Hot Cargo is a 1946 American drama film directed by Lew Landers and written by Daniel Mainwaring. The film stars William Gargan, Jean Rogers, Phillip Reed, Larry Young, Harry Cording and Will Wright. The film was released on June 28, 1946, by Paramount Pictures.

Plot 

The first thing soldiers Joe and Chris do after coming home from the war is fulfill the quirky final wishes of a pal. Kissing a woman who owns a lumber mill is on the list, and after Chris plants one on an unsuspecting Jerry Walters, she slaps his face.

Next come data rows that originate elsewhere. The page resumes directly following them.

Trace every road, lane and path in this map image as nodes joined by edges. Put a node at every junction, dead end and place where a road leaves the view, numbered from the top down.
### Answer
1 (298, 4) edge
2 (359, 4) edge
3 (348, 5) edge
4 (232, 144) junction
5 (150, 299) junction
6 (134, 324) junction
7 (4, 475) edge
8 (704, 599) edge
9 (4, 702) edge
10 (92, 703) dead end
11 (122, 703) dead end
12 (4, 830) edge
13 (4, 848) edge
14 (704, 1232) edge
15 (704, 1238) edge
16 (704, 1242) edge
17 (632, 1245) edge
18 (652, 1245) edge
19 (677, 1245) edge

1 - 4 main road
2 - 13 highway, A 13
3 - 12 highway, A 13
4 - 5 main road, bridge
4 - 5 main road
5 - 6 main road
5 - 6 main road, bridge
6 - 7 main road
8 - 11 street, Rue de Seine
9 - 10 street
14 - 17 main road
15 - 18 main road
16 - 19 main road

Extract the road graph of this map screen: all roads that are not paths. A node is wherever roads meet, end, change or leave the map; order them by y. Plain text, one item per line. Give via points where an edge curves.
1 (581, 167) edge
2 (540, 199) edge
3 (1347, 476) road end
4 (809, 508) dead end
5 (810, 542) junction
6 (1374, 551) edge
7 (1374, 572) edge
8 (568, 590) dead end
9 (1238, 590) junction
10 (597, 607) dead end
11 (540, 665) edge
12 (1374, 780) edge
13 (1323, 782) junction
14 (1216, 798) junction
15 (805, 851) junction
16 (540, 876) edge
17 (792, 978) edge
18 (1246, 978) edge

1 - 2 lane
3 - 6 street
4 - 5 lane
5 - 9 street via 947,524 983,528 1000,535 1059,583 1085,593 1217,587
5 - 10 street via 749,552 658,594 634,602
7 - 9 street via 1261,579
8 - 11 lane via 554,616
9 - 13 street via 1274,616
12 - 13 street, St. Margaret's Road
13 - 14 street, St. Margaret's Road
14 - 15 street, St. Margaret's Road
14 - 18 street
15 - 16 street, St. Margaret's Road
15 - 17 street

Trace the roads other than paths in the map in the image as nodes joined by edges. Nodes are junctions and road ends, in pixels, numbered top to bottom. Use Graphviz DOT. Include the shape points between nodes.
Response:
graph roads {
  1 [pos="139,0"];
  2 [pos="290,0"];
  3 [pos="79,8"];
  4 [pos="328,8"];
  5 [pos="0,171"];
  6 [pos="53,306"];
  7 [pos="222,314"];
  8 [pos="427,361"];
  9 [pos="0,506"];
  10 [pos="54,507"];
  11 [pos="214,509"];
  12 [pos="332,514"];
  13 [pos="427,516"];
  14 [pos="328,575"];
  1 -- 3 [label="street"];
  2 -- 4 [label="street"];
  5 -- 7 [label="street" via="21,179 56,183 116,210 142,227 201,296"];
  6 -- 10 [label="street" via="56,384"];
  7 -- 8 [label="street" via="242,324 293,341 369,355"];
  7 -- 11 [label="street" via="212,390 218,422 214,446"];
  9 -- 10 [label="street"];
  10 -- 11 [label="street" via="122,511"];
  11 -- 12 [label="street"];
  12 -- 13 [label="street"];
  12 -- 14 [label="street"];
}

Going to visit their late friend's family, the Chapmans, they find its trucking business in total disarray. Chris is a botanist and Joe's career is baseball, but they put their own lives on hold to help the family. Although she had begun to take a shine to him, Jerry is offended when Chris asks her to let the Chapmans haul her lumber, believing she's been romanced with an ulterior motive.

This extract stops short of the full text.